Suboxone also has a ceiling effect, where taking more of the medication won’t increase the impact of the opioids and create a high. With their minds no longer dulled by opioids, people start to feel emotions, can sort through some of the personal trauma or depression they had been masking with drug use, and can get on with their lives.

“My Suboxone patients have been among my favorite patients,” Pennavaria said. “It’s so beautiful to see someone get their life back. It’s amazing to see someone get a job, get their marriage back, get themselves back on their feet. And people almost uniformly are so grateful. They say, ‘You saved my life.’”

Patients describe Suboxone as a miracle drug that allows them to pry themselves free from the grip of addiction. The medication removes them from the Russian roulette of buying heroin on the streets, never knowing whether the next hit may be their last.

“I have a handful of these kids. I’m just trying to keep them alive. And I’m thinking maybe they wouldn’t be if they did not have Suboxone,” said Dr. Jamie McAllister, a primary care physician in Bend with a certification in addiction medicine. “And if we can keep them alive, maybe we can get them to the next step.”

In October, President Donald Trump declared the opioid epidemic a public health emergency, a move that included allowing doctors to prescribe addiction medications by telemedicine. But the declaration did not provide additional funds to expand access to addiction treatment, as many advocates had hoped it would. The administration’s opioid commission called for a rapid increase in access to addiction medication in its interim report, but the final report this month pulled back on that recommendation.
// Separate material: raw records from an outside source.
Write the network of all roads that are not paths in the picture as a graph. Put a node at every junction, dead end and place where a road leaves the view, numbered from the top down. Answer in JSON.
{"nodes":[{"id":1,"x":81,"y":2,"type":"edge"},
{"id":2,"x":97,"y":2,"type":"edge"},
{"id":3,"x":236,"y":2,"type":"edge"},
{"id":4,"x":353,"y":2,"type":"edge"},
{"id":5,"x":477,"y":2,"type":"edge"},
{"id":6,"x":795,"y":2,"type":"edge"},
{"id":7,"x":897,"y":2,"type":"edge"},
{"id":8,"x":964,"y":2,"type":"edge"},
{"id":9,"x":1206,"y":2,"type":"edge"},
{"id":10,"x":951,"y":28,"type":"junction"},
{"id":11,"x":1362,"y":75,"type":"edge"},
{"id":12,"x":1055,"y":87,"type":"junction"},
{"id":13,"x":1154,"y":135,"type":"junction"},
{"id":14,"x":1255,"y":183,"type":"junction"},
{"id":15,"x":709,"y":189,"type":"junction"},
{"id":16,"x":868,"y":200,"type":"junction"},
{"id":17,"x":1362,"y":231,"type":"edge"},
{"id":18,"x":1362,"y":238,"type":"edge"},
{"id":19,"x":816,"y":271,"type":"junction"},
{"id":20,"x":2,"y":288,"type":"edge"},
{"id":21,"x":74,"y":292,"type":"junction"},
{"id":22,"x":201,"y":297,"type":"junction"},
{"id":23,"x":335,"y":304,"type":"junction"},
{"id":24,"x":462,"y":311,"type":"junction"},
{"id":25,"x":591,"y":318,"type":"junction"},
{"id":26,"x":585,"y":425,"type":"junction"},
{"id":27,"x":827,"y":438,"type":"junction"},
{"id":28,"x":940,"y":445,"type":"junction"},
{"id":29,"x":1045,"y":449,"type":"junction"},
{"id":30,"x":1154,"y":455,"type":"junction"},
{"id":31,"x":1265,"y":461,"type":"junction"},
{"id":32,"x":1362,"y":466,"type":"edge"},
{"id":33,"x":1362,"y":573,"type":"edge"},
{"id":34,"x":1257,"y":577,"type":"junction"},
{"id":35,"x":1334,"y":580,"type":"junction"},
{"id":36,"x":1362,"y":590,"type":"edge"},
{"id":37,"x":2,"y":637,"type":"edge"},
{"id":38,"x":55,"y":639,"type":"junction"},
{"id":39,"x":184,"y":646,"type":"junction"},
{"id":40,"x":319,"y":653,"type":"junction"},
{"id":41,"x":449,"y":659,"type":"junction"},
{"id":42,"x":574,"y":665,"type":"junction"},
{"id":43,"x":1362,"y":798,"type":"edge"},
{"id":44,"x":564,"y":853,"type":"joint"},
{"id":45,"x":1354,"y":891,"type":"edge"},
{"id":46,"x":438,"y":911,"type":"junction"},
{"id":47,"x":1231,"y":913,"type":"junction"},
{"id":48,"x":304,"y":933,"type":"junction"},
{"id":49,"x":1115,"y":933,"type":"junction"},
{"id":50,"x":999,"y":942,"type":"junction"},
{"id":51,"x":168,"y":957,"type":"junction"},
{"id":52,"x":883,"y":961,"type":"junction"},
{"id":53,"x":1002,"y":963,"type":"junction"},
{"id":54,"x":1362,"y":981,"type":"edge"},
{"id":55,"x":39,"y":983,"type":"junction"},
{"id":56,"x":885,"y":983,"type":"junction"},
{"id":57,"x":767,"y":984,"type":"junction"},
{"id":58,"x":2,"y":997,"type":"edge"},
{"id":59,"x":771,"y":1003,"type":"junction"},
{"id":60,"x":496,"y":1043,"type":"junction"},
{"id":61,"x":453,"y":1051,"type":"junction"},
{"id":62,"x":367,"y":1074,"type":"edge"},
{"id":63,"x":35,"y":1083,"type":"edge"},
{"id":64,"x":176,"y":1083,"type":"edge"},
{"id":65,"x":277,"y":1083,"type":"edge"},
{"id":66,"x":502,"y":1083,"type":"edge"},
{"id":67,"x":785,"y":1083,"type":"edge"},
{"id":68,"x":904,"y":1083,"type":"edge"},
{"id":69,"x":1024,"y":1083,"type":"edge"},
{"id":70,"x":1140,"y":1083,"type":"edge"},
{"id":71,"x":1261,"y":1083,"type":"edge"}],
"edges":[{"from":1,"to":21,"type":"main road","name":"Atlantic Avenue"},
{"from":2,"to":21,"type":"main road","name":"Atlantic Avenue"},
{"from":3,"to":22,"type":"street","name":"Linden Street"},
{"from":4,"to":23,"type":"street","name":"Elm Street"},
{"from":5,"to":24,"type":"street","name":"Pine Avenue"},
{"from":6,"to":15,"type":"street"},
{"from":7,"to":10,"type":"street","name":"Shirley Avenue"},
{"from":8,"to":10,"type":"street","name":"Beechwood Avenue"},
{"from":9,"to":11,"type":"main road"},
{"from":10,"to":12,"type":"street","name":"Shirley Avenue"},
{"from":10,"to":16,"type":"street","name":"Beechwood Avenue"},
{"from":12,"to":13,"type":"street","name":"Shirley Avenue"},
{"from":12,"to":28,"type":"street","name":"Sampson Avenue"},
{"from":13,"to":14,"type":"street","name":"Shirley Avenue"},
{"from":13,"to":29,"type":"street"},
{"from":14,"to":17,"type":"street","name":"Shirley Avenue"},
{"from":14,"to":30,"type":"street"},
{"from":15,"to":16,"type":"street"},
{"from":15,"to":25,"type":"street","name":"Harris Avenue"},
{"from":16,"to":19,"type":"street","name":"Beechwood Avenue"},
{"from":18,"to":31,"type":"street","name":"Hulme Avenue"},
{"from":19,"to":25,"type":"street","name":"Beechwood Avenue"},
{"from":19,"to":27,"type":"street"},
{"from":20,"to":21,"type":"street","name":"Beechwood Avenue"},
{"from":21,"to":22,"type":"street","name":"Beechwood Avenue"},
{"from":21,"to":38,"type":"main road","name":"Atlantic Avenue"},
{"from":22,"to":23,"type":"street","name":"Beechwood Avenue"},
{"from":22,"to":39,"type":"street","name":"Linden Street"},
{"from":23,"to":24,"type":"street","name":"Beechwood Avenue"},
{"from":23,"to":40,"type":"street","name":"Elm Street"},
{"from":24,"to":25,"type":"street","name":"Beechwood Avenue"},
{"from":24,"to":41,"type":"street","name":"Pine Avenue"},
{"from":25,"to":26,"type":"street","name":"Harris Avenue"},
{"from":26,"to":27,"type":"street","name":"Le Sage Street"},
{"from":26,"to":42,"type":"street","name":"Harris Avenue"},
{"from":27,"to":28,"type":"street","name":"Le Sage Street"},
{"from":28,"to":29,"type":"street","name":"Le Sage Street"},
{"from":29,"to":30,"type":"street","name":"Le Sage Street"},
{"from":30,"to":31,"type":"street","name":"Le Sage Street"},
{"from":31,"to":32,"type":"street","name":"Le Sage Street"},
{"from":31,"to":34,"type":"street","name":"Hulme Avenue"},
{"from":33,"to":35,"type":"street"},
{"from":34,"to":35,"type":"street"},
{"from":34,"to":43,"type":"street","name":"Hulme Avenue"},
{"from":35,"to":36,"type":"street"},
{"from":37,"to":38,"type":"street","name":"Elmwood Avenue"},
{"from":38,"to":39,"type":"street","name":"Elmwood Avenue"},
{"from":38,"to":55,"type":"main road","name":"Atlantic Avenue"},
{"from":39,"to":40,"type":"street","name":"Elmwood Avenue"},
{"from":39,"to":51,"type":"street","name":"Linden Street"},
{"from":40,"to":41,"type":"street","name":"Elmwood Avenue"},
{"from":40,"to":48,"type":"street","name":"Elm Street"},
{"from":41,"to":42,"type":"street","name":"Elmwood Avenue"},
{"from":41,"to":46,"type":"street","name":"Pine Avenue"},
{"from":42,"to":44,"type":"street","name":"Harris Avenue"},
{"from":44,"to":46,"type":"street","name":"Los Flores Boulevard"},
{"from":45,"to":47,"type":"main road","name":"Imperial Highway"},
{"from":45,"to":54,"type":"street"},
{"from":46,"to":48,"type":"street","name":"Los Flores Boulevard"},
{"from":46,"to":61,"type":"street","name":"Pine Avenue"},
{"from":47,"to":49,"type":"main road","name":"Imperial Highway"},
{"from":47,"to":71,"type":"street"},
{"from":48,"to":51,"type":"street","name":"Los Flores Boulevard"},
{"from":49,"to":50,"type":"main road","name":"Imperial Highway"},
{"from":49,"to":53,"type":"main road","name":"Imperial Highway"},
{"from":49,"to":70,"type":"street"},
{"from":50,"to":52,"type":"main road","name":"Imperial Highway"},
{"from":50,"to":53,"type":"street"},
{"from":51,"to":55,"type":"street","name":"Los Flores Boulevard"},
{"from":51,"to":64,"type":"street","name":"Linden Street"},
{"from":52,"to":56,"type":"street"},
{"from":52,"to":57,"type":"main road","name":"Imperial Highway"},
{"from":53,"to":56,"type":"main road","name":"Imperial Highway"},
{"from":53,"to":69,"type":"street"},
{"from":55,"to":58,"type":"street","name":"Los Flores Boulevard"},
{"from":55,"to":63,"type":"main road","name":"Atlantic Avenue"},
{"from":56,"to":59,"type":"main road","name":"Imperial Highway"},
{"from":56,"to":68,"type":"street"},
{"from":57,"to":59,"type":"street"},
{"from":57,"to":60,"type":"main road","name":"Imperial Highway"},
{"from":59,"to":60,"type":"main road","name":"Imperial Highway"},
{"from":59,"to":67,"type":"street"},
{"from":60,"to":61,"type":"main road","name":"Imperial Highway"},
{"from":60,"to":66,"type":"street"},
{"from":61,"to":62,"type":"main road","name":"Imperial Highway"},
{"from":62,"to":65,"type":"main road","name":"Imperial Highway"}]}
Last month, Dr. Scott Gottlieb, director of the Food and Drug Administration, told a congressional panel that addiction medications would be a cornerstone of the agency’s response to the opioid crisis.

“Now, I know this will make some people uncomfortable,” he said. “FDA will join efforts to break the stigma associated with medications used for addictions treatment. This means taking a more active role in speaking out about the proper use of the drugs.”

It’s a major turnaround for the Trump administration, whose now-departed Health and Human Services Secretary Dr. Tom Price described such medications as “substituting one opioid for another” in May. Gottlieb went to great lengths in his testimony to describe the difference between addiction and dependence.

“Someone who neglects family, has trouble holding a job or commits crimes to obtain opioids has an addiction,” he said. “But someone who is physically dependent on opioids as a result of the treatment of pain, but now is not craving more or harming themselves or others, is not addicted.”

Those words describe perfectly Jaymes’ transformation.

“It’s allowed me to go back to work and have a clear head and function and be productive, really, and not be trying to steal … all the time,” he said. “It was a lifesaver.”

He started out taking an 8-milligram Suboxone pill once a day, but has slowly weaned himself down to 2 milligrams a day. He enrolled in college and is engaged to be married to the woman who was the motivation for starting Suboxone in the first place.

“It’s amazing how far I’ve come. If you could see the way I used to live back then, it’s night and day,” he said. “I’ll never forget where I was.”

Without Suboxone, Jaymes believes he would likely be dead now.

“I almost died a few times. More times than I can count on two hands,” he said. “I have had 34 or 36 close friends that we would just hang out all the time down south that are all dead now. Good people when they weren’t high. They’re all dead. They’re still dying.”

(Editor’s note: This article has been corrected. Statistics related to medication assisted drug treatment within Hazelden Betty Ford were incorrect. The name of The National Association of Addiction Treatment Providers has also been corrected. The Bulletin regrets the errors.)